Is it OK to swear in front of your children? It might not be as bad as you think
Many parents have stories of the time their cherub-faced little one dropped an f-bomb in polite company – leaving them a tad mortified. It's a parenting milestone that's not necessarily in the books, but one that happens to most of us as our kids absorb the world – and the language – around them.
New parent and cognitive scientist Benjamin Bergen – who also possesses a profanity-seasoned vocabulary –found himself watching his language after the birth of his son.
"Something deep in my subconscious told me that profanity might harm him in some way," he writes in the Los Angeles Times, "that even a fleeting expletive, like a curse word uttered while stumbling over a child gate, could do lasting damage."
As a researcher who specialises in language, Bergen who authored, What the F: What Swearing Reveals About Our Language, Our Brains and Ourselves, decided to investigate. Is swearing around our kids really that bad? Why? (Bergen clarifies that he is not talking about swearing at children, noting that verbal abuse is known to be psychologically damaging.)
What Bergen found, however, was that clear research evidence was lacking – for obvious reasons.
"As far as I know, scientists have never conducted a controlled experiment aimed at uncovering the consequences of swearing in front of children," Bergen writes, describing that ethically, you can't justify exposing five-year-olds to heavy profanity use.
Grownups however, are a different story entirely. And, as Bergen identifies, "we can extrapolate to children from experimental research conducted with adults."
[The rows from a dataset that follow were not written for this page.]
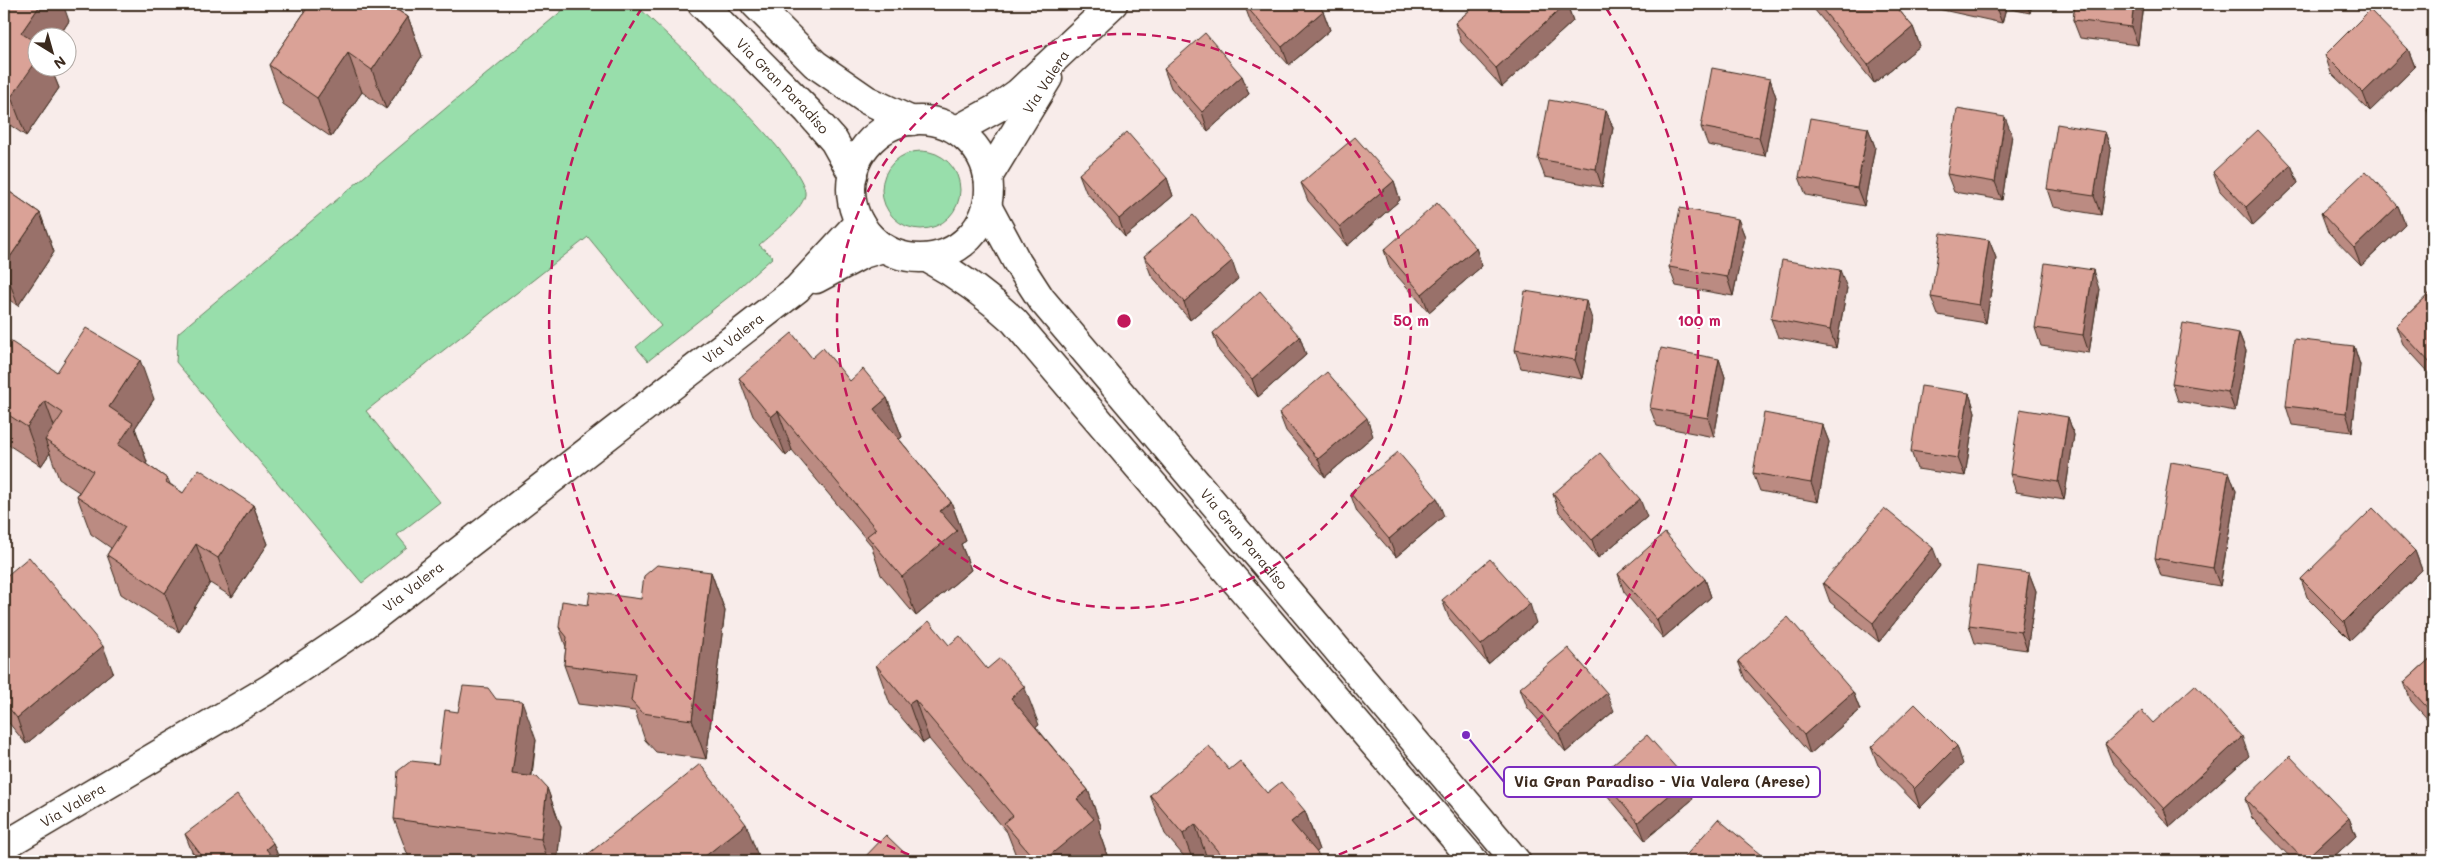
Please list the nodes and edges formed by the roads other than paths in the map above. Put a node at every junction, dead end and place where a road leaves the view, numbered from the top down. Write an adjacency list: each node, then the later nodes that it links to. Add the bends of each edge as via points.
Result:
1 (702, 4): 7 (street, Via Gran Paradiso, via 808,111 834,141)
2 (755, 4): 5 (street, via 815,64 867,100)
3 (1113, 4): 4 (street, Via Valera)
4 (1074, 39): 6 (street, Via Valera, via 1018,93); 8 (street, Via Valera)
5 (912, 121): 6 (street, via 940,123); 7 (street, via 898,124 874,139 864,149)
6 (957, 130): 8 (street, via 972,142)
7 (853, 175): 10 (street, via 853,203)
8 (988, 177): 9 (street)
9 (987, 206): 12 (street, via 972,236 944,254); 16 (street, Via Gran Paradiso, via 1016,262 1041,299)
10 (859, 222): 11 (street); 13 (street, Via Valera)
11 (883, 248): 12 (street, via 900,255); 13 (street, Via Valera, via 864,254)
12 (928, 258): 15 (street, via 969,282 1014,321)
13 (797, 289): 14 (street, Via Valera, via 349,636 261,694)
14 (4, 846)
15 (1474, 861)
16 (1516, 861)

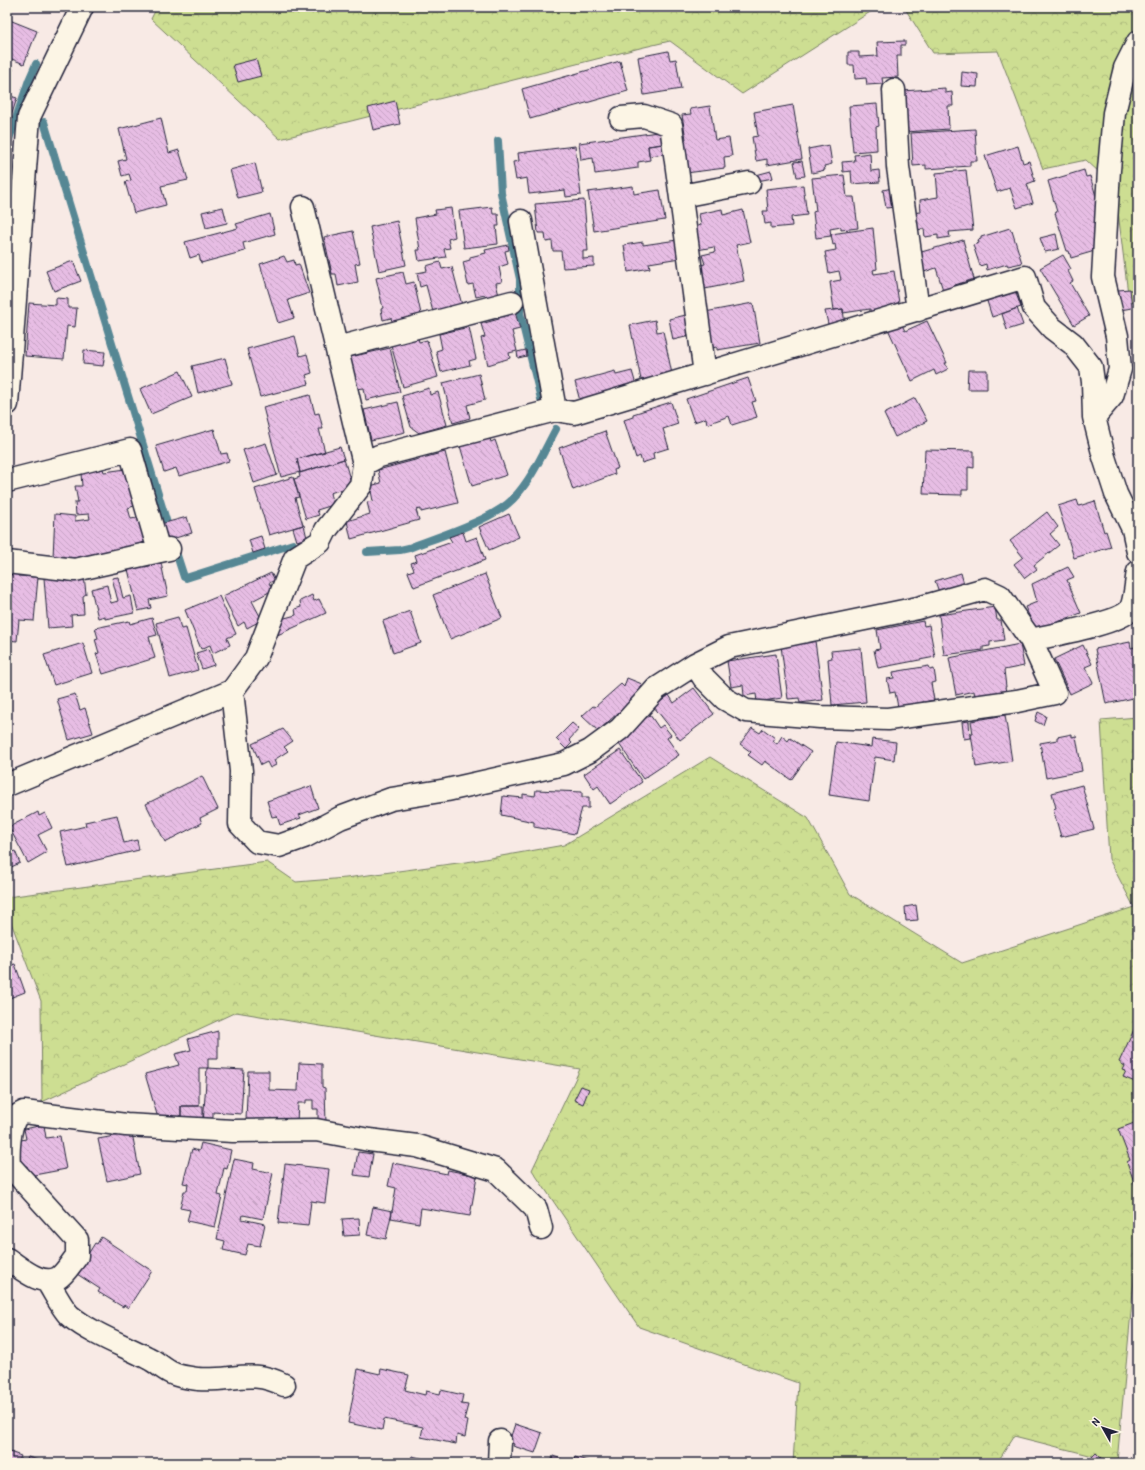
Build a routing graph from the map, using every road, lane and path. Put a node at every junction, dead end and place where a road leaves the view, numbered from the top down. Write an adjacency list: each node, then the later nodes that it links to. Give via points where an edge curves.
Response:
1 (82, 7): 13 (street, via 29,118)
2 (1138, 42): 15 (street, via 1125,68 1114,113 1108,170 1103,277 1117,336 1120,369 1112,396)
3 (894, 90): 10 (street, via 898,167)
4 (621, 118): 6 (street, via 644,116 671,125)
5 (749, 184): 6 (street)
6 (680, 196): 12 (street)
7 (304, 207): 11 (street)
8 (521, 221): 14 (street)
9 (512, 302): 11 (street)
10 (918, 310): 12 (street); 15 (street, via 1025,277 1034,308 1052,328 1073,344 1091,367)
11 (336, 348): 16 (street)
12 (705, 374): 14 (street, via 574,413)
13 (7, 404)
14 (555, 410): 16 (street, via 379,456)
15 (1094, 417): 18 (street, via 1116,494 1133,528)
16 (364, 464): 23 (street, via 361,485 326,530 320,542 295,558 256,658)
17 (7, 481): 19 (street, via 130,450 164,550 75,570)
18 (1138, 552)
19 (7, 562)
20 (1138, 572): 21 (street, via 1129,610 1118,617)
21 (1031, 640): 22 (street, via 1000,596 985,589 918,608 729,647); 22 (street, via 1055,693 1017,701 888,719 746,711 724,699 704,678)
22 (696, 664): 23 (street, via 656,689 620,729 590,751 564,764 447,790 391,799 340,818 304,837 279,846 257,842 240,824 241,771)
23 (232, 691): 24 (street)
24 (7, 785)
25 (541, 1228): 27 (street, via 536,1209 496,1170 417,1146 316,1130 233,1131 126,1125 24,1112 16,1117 8,1151 9,1165 77,1240 77,1256 58,1278)
26 (7, 1259): 27 (street, via 39,1279)
27 (47, 1281): 28 (street, via 69,1316 174,1374 219,1380 238,1376 258,1376 273,1379)
28 (284, 1385)
29 (500, 1440): 30 (street)
30 (499, 1463)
Such research has uncovered that slurs, rather than swearing, are harmful. In one study, 61 participants were exposed to a homosexual slur or a neutral label. Those who saw the slur sat farther away from a person they believed to be gay than those who saw the neutral label.
When it comes to children, Bergen notes that one study of 143 middle school students found that children exposed to more homophobic slurs were more likely to report feeling less connected to their school lives. In addition, they also showed symptoms of anxiety and depression.
And yet, as Bergen highlights, "there's no similar proof that exposure to ordinary profanity — four-letter words — causes any sort of direct harm: no increased aggression, stunted vocabulary, numbed emotions or anything else." If anything, Bergen describes, 18-year-olds who swear more tend to have bigger vocabularies.
When it comes down to it however, as Bergen notes, most parents are fearful of using bad language lest their children copy them - and deploy their own f-bombs.
Writing on the science of swearing for the Association for Psychological Science, Professor of psychology Timothy Jay and assistant professor Kristin Janschewitz, describe that according to their data, swearing emerges by around age two and becomes adult-like by ages 11 or 12. In fact, Jay and Janschewitz report that by the time children start school, "they have a working vocabulary of 30 – 40 offensive words."
According to Bergen, however, the largest observational study on childhood swearing (researchers recorded children aged one to 12 naturally using swear words) found that it is "largely innocuous".
Despite the fact that there's no evidence that being exposed to or using what Bergen terms "run-of-the-mill" profanity, many parents – for a number of reasons – simply don't like the idea of their children swearing.
"We were taught that these are words you don't say in certain circumstances," Bergen said in an interview with Gizmodo.
"It's really the social consequences that are the only rational argument for watching your language around children. They may end up incurring social costs for using these words in the wrong way."
For Bergen, the compromise was this: rather than censoring himself, when he does happen to swear around his son, he uses the opportunity to provide some "coaching". And, as you'll find out, it's something most parents do naturally after they let one slip.
"I engage him in an honest dialogue about why some words are OK in some places, but not others," Bergen writes. "Even a two-year-old can understand that the f-word can be muttered consequence-free at home but might lead to a negative reaction when screamed in the supermarket."
Through coaching, Bergen notes, "parents can help children develop a healthy relationship with their native tongue, including the parts that allow them to communicate their strongest emotions."